LISTED ENTRIES START
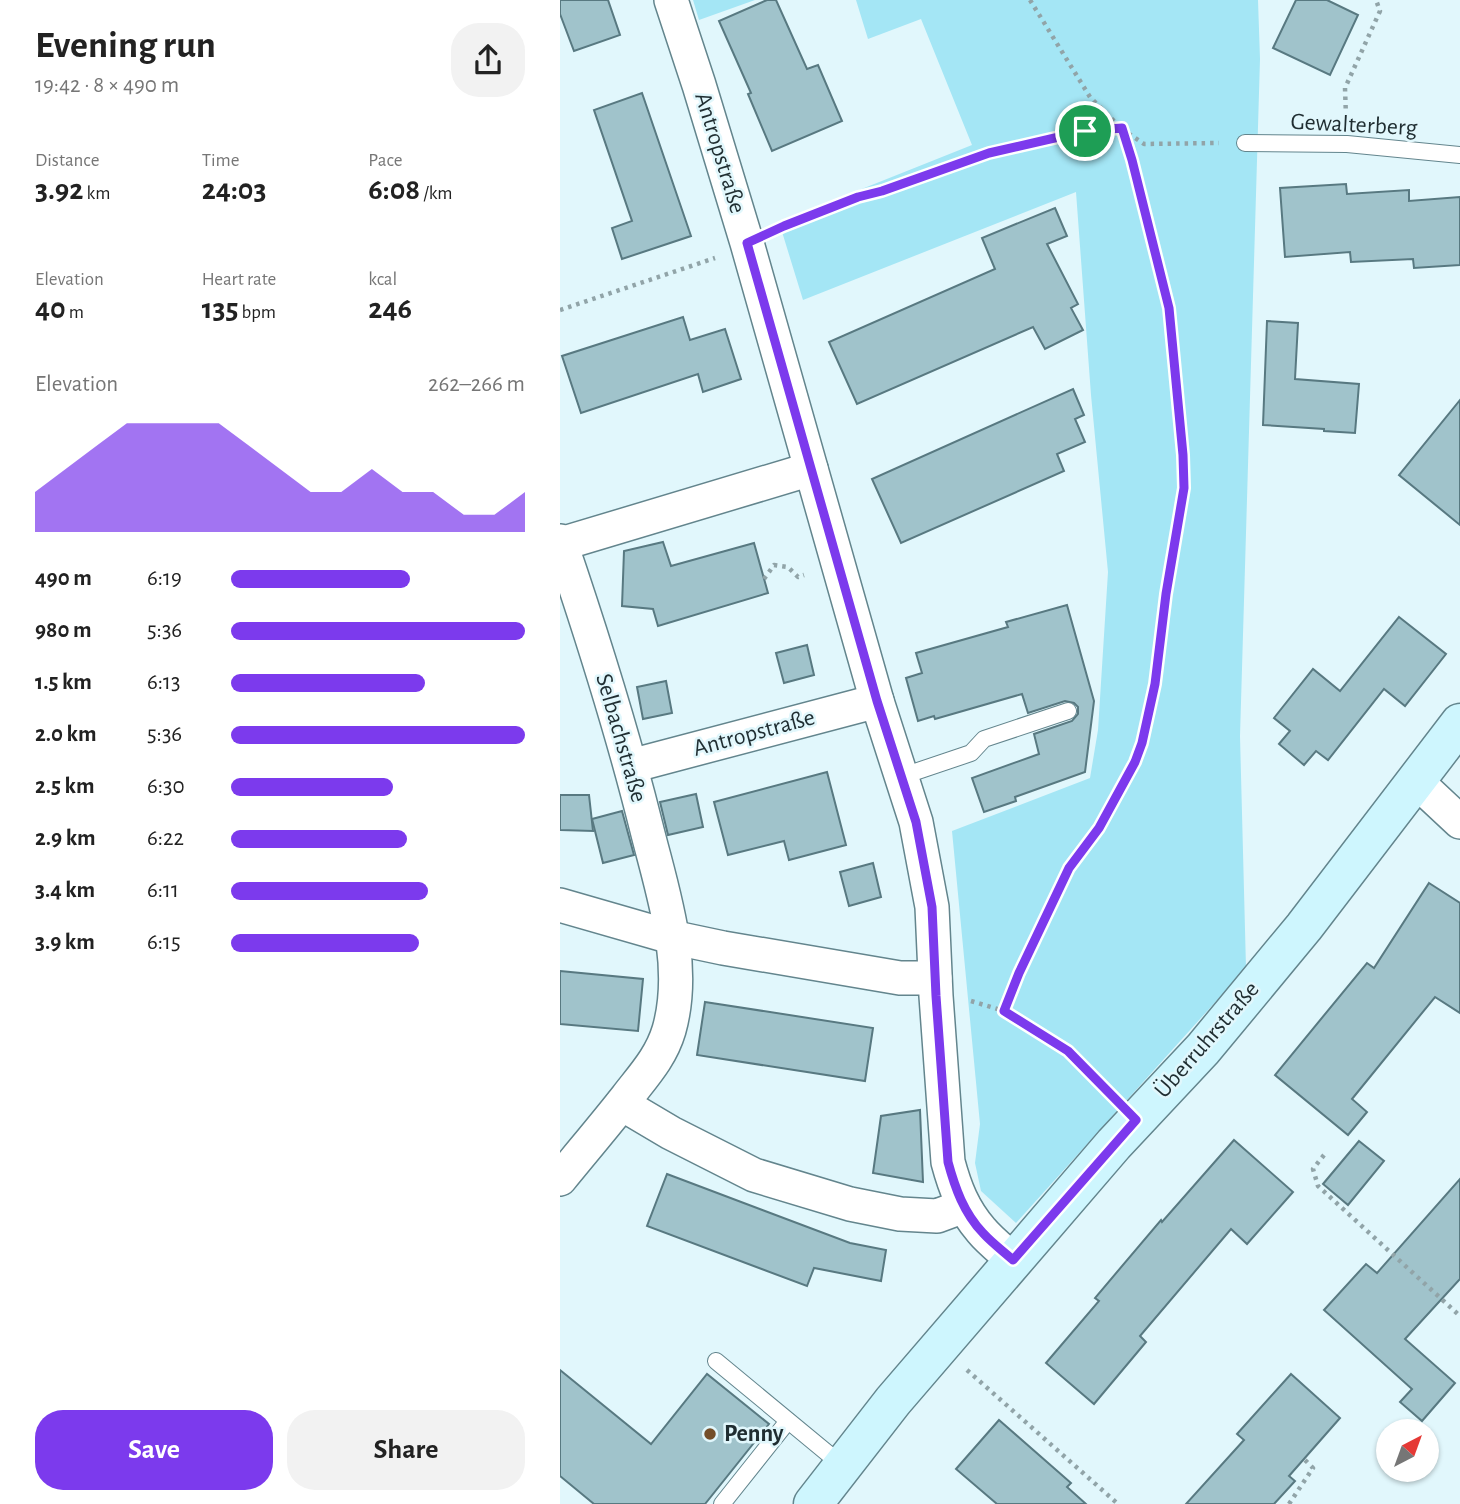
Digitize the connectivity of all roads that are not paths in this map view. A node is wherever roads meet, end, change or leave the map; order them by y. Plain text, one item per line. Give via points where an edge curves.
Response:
1 (671, 0) edge
2 (1245, 143) road end
3 (1460, 155) edge
4 (811, 469) junction
5 (561, 542) edge
6 (877, 701) junction
7 (1068, 710) dead end
8 (1460, 723) edge
9 (631, 766) junction
10 (903, 776) junction
11 (1415, 780) junction
12 (1459, 821) edge
13 (560, 905) edge
14 (671, 937) junction
15 (935, 978) junction
16 (631, 1092) junction
17 (560, 1179) edge
18 (964, 1206) junction
19 (1013, 1260) junction
20 (716, 1360) dead end
21 (788, 1421) junction
22 (843, 1466) junction
23 (722, 1504) edge
24 (813, 1504) edge

1 - 4 street, Antropstraße
2 - 3 lane, Gewalterberg via 1347,144
4 - 5 street
4 - 6 street, Antropstraße
5 - 9 street, Selbachstraße
6 - 9 street, Antropstraße
6 - 10 street, Antropstraße
7 - 10 lane via 984,739 971,753
8 - 11 main road, Überruhrstraße
9 - 14 street, Selbachstraße
10 - 15 street, Antropstraße via 932,907
11 - 12 street
11 - 19 main road, Überruhrstraße via 1304,927 1203,1049
13 - 14 street
14 - 15 street via 900,978
14 - 16 street, Selbachstraße via 675,965 669,1030 660,1055
15 - 18 street, Antropstraße via 948,1162
16 - 17 street, Selbachstraße
16 - 18 street via 671,1133 754,1175 900,1214 937,1216
18 - 19 street, Antropstraße via 982,1232
19 - 22 main road, Überruhrstraße
20 - 21 lane
21 - 22 lane
21 - 23 lane
22 - 24 main road, Überruhrstraße

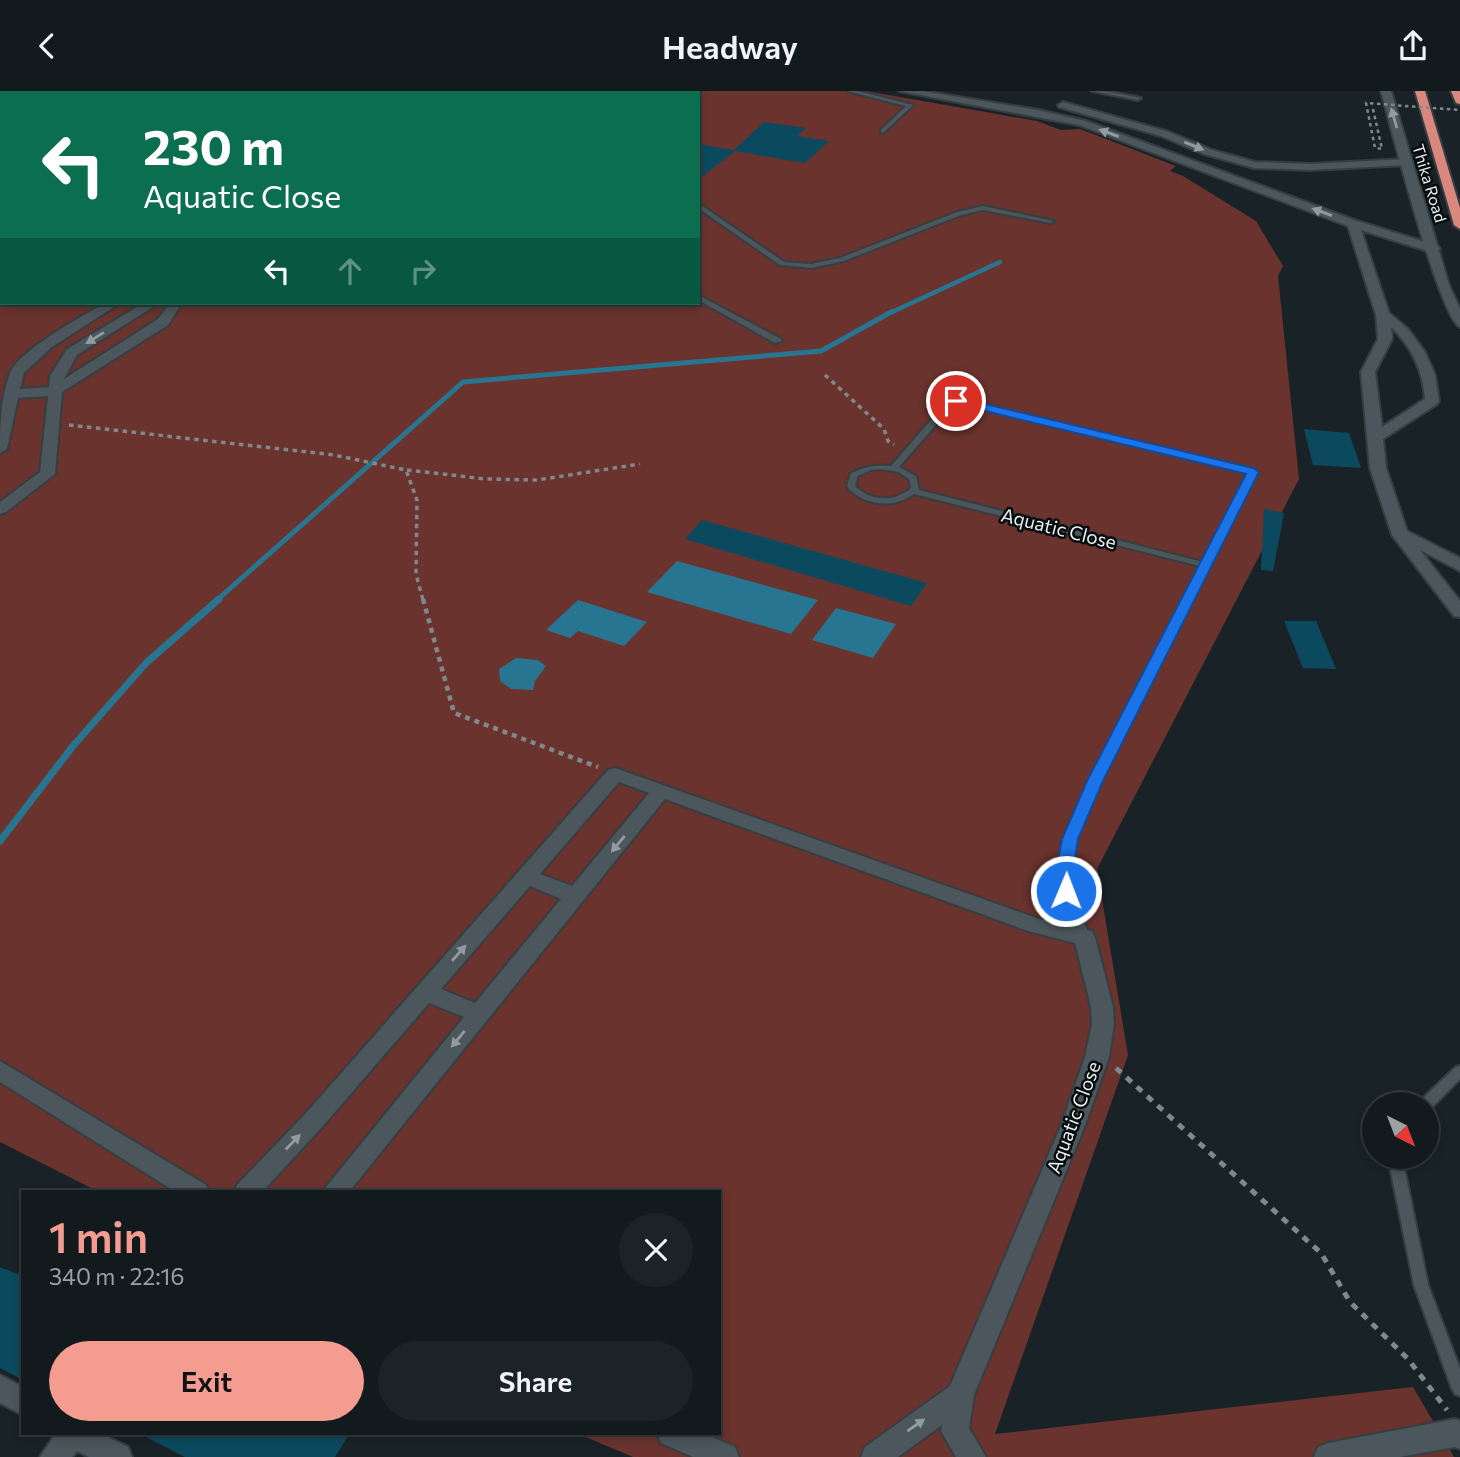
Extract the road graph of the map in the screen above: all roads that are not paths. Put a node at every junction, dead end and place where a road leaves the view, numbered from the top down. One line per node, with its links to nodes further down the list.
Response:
1 (850, 91): 12 (lane)
2 (904, 91): 11 (street)
3 (1095, 91): 8 (lane)
4 (1386, 91): 13 (street, Thika Road, one-way to 4)
5 (1420, 91): 17 (highway, Thika Road)
6 (1456, 91): 9 (highway)
7 (1007, 95): 11 (street)
8 (1138, 98)
9 (1460, 101)
10 (1056, 103): 13 (street, one-way to 13)
11 (991, 105): 16 (street, one-way to 11)
12 (883, 131)
13 (1407, 162): 18 (street, Thika Road)
14 (700, 206): 15 (lane)
15 (1051, 221)
16 (1353, 224): 18 (street); 23 (street)
17 (1460, 225)
18 (1434, 249): 24 (street, Thika Road)
19 (700, 298): 25 (lane)
20 (111, 305): 27 (street)
21 (150, 305): 26 (street, one-way to 26)
22 (175, 305): 26 (street)
23 (1383, 315): 28 (street); 28 (street)
24 (1460, 323)
25 (778, 341)
26 (55, 391): 27 (street); 32 (street)
27 (7, 397): 29 (street)
28 (1376, 437): 33 (street)
29 (0, 449)
30 (894, 468): 31 (lane); 31 (lane); 34 (lane, Aquatic Close)
31 (913, 491): 34 (lane, Aquatic Close)
32 (0, 509)
33 (1400, 534): 35 (street); 36 (street)
34 (1205, 565): 40 (lane, Aquatic Close)
35 (1460, 566)
36 (1460, 612)
37 (661, 791): 38 (street); 39 (street, one-way to 39); 40 (street)
38 (526, 876): 39 (street); 41 (street, one-way to 38)
39 (575, 896): 42 (street)
40 (1084, 937): 52 (street, Aquatic Close)
41 (425, 992): 42 (street); 48 (street, one-way to 41)
42 (479, 1014): 49 (street, one-way to 49)
43 (0, 1070): 47 (street)
44 (1460, 1071): 45 (lane)
45 (1438, 1092)
46 (1397, 1169): 51 (lane)
47 (194, 1190)
48 (248, 1190)
49 (336, 1190)
50 (0, 1388): 53 (street)
51 (1460, 1389)
52 (960, 1395): 61 (street, one-way to 52); 62 (street, Aquatic Close)
53 (21, 1401)
54 (1456, 1426): 63 (street)
55 (70, 1435): 58 (street)
56 (73, 1435): 59 (street)
57 (675, 1435): 60 (street)
58 (54, 1457)
59 (118, 1457)
60 (724, 1457)
61 (875, 1457)
62 (972, 1457)
63 (1328, 1457)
LISTED ENTRIES END
WHAT YOU WILL DO:
Exactly the lines from the one containing "Extract the road" to the final line of the entries must be restated, and no others.

TASK RESPONSE:
Extract the road graph of the map in the screen above: all roads that are not paths. Put a node at every junction, dead end and place where a road leaves the view, numbered from the top down. One line per node, with its links to nodes further down the list.
Response:
1 (850, 91): 12 (lane)
2 (904, 91): 11 (street)
3 (1095, 91): 8 (lane)
4 (1386, 91): 13 (street, Thika Road, one-way to 4)
5 (1420, 91): 17 (highway, Thika Road)
6 (1456, 91): 9 (highway)
7 (1007, 95): 11 (street)
8 (1138, 98)
9 (1460, 101)
10 (1056, 103): 13 (street, one-way to 13)
11 (991, 105): 16 (street, one-way to 11)
12 (883, 131)
13 (1407, 162): 18 (street, Thika Road)
14 (700, 206): 15 (lane)
15 (1051, 221)
16 (1353, 224): 18 (street); 23 (street)
17 (1460, 225)
18 (1434, 249): 24 (street, Thika Road)
19 (700, 298): 25 (lane)
20 (111, 305): 27 (street)
21 (150, 305): 26 (street, one-way to 26)
22 (175, 305): 26 (street)
23 (1383, 315): 28 (street); 28 (street)
24 (1460, 323)
25 (778, 341)
26 (55, 391): 27 (street); 32 (street)
27 (7, 397): 29 (street)
28 (1376, 437): 33 (street)
29 (0, 449)
30 (894, 468): 31 (lane); 31 (lane); 34 (lane, Aquatic Close)
31 (913, 491): 34 (lane, Aquatic Close)
32 (0, 509)
33 (1400, 534): 35 (street); 36 (street)
34 (1205, 565): 40 (lane, Aquatic Close)
35 (1460, 566)
36 (1460, 612)
37 (661, 791): 38 (street); 39 (street, one-way to 39); 40 (street)
38 (526, 876): 39 (street); 41 (street, one-way to 38)
39 (575, 896): 42 (street)
40 (1084, 937): 52 (street, Aquatic Close)
41 (425, 992): 42 (street); 48 (street, one-way to 41)
42 (479, 1014): 49 (street, one-way to 49)
43 (0, 1070): 47 (street)
44 (1460, 1071): 45 (lane)
45 (1438, 1092)
46 (1397, 1169): 51 (lane)
47 (194, 1190)
48 (248, 1190)
49 (336, 1190)
50 (0, 1388): 53 (street)
51 (1460, 1389)
52 (960, 1395): 61 (street, one-way to 52); 62 (street, Aquatic Close)
53 (21, 1401)
54 (1456, 1426): 63 (street)
55 (70, 1435): 58 (street)
56 (73, 1435): 59 (street)
57 (675, 1435): 60 (street)
58 (54, 1457)
59 (118, 1457)
60 (724, 1457)
61 (875, 1457)
62 (972, 1457)
63 (1328, 1457)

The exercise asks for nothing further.